Look for "Avenue" in each line of the records, and copy the lines that have it.

--- RECORDS PROVIDED Enclosed Below ---

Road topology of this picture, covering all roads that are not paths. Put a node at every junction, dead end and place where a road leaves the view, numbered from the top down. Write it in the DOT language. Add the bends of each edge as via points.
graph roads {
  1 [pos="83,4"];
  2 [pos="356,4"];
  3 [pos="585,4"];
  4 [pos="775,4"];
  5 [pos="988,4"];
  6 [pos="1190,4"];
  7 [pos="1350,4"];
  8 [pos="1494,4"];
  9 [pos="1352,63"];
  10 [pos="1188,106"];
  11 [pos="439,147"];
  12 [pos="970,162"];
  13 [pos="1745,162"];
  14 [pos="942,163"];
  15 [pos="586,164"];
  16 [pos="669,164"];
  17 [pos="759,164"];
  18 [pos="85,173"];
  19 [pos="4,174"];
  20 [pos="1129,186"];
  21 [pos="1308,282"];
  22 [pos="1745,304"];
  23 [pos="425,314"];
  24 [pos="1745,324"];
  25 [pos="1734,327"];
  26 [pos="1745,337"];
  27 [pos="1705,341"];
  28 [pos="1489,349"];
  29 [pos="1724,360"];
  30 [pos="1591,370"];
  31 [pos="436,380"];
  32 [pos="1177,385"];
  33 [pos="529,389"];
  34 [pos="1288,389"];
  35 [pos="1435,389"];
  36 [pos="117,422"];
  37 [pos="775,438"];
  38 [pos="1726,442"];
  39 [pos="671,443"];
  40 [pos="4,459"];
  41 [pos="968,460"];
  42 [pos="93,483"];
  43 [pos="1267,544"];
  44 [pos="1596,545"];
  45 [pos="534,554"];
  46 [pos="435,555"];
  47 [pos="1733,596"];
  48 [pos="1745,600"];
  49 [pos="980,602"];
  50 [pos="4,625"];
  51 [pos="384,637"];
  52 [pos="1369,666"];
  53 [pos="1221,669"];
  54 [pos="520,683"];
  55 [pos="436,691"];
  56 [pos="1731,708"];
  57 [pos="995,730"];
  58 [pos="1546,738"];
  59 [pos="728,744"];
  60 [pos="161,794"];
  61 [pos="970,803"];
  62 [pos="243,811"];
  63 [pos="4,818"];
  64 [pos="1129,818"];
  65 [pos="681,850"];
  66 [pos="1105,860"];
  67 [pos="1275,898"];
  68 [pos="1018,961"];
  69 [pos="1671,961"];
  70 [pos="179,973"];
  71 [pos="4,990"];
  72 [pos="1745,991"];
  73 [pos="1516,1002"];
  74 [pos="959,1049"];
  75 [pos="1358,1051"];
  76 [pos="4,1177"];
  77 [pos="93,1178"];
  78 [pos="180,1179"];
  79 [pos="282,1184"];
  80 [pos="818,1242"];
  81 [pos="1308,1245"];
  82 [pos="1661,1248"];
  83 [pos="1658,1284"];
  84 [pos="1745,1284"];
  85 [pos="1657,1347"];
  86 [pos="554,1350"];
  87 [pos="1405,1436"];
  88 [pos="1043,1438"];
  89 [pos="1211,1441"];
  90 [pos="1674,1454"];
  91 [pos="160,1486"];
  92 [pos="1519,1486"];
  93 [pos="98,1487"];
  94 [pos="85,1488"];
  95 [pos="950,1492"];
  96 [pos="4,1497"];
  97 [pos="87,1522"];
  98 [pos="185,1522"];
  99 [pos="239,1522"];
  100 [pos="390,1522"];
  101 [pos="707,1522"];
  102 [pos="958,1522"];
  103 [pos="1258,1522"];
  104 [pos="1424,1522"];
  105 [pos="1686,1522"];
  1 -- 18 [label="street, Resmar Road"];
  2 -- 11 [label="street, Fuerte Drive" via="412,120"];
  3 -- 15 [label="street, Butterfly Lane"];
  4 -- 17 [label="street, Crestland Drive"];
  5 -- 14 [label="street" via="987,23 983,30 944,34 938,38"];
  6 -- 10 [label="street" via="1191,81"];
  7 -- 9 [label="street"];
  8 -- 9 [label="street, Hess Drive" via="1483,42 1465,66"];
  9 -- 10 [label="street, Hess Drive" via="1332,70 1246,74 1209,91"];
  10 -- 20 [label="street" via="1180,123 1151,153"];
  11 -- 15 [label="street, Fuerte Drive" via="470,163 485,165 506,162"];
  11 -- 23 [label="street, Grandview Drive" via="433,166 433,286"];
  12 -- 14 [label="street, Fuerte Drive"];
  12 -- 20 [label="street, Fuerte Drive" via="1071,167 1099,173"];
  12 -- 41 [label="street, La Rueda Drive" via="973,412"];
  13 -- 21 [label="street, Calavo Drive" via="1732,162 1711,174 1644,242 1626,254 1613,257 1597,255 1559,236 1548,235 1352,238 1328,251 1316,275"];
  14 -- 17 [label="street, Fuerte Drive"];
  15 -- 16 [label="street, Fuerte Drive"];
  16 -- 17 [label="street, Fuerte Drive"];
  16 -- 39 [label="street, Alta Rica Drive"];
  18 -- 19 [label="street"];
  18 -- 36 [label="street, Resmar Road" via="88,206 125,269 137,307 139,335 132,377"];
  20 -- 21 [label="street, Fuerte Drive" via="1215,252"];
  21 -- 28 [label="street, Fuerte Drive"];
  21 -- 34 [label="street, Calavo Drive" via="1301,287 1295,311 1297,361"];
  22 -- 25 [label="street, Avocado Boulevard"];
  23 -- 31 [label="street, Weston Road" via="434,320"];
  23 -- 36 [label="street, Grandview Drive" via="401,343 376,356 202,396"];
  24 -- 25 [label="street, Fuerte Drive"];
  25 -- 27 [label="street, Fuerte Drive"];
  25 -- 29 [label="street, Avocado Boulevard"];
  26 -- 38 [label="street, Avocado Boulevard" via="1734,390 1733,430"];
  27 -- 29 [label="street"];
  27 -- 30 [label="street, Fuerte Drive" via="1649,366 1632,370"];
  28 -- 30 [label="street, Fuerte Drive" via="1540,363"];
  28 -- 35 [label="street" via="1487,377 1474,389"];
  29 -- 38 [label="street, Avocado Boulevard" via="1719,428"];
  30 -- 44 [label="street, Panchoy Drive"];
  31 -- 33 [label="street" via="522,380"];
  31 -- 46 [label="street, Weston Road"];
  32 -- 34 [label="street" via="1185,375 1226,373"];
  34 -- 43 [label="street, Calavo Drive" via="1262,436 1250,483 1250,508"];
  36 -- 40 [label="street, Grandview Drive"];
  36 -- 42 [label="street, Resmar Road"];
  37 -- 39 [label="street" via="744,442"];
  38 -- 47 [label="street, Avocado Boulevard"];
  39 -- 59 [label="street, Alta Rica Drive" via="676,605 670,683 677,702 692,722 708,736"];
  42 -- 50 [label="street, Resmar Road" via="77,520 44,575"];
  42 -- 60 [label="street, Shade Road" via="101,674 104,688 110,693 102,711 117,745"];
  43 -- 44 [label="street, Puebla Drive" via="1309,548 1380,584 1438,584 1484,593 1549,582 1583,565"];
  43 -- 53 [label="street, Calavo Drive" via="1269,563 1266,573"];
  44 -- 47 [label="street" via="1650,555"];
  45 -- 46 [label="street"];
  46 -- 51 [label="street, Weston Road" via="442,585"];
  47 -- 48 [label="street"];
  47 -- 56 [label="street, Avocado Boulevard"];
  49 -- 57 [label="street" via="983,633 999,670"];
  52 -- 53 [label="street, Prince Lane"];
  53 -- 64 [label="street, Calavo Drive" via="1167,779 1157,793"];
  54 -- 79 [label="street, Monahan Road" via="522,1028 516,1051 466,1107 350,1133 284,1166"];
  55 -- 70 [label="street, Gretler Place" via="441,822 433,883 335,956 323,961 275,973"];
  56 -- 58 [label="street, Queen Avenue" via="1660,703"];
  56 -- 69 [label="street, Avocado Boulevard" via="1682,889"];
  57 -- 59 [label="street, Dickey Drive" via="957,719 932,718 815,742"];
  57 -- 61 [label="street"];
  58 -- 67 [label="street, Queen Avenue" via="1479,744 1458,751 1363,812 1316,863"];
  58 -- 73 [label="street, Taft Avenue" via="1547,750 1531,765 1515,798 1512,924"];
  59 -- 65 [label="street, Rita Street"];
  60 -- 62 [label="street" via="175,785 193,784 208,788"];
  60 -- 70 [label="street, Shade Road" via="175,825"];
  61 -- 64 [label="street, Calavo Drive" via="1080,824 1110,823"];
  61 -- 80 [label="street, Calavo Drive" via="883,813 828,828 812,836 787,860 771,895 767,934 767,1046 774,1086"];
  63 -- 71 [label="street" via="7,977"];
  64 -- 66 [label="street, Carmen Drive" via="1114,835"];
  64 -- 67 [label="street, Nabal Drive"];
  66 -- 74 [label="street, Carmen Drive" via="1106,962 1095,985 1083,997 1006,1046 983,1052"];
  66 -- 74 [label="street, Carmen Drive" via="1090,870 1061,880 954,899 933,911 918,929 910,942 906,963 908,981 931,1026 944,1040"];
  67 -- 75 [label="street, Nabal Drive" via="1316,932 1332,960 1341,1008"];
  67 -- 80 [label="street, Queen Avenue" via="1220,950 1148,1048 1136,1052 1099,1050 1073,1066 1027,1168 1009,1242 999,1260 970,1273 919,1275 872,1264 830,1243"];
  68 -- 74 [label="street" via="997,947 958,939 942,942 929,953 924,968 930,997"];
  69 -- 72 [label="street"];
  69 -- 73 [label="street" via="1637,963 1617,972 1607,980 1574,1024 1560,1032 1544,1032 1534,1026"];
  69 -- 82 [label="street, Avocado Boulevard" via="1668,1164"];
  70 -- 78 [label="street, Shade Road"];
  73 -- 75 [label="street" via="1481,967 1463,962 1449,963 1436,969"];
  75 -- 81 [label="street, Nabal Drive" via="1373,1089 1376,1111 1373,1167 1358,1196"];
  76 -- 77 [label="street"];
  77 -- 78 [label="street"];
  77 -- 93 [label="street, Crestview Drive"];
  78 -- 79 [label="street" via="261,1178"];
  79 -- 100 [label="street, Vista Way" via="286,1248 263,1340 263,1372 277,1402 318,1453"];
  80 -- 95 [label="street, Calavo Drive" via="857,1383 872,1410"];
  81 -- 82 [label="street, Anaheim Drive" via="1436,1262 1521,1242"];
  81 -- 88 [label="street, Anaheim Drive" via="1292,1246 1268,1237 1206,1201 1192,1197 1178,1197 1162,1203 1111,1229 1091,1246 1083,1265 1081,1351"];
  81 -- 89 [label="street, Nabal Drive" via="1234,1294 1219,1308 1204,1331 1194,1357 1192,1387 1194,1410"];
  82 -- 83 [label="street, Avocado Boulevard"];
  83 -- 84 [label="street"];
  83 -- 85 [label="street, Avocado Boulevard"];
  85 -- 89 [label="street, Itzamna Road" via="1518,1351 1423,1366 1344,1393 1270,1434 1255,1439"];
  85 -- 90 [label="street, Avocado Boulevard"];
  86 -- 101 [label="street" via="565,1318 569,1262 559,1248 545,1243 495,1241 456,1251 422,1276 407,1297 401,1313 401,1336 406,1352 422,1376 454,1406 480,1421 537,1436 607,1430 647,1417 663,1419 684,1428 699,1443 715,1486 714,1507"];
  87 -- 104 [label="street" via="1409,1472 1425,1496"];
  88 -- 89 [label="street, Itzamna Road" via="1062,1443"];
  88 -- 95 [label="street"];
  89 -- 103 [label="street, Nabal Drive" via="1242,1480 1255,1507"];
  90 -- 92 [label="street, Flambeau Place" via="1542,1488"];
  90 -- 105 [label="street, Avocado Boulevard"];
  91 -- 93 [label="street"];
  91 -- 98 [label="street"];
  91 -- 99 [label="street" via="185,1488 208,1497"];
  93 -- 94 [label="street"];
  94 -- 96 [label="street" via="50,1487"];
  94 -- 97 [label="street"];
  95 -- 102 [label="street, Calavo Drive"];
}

--- End of Enclosed RECORDS PROVIDED ---

◆ SOLUTION TO THIS PROBLEM:
  56 -- 58 [label="street, Queen Avenue" via="1660,703"];
  58 -- 67 [label="street, Queen Avenue" via="1479,744 1458,751 1363,812 1316,863"];
  58 -- 73 [label="street, Taft Avenue" via="1547,750 1531,765 1515,798 1512,924"];
  67 -- 80 [label="street, Queen Avenue" via="1220,950 1148,1048 1136,1052 1099,1050 1073,1066 1027,1168 1009,1242 999,1260 970,1273 919,1275 872,1264 830,1243"];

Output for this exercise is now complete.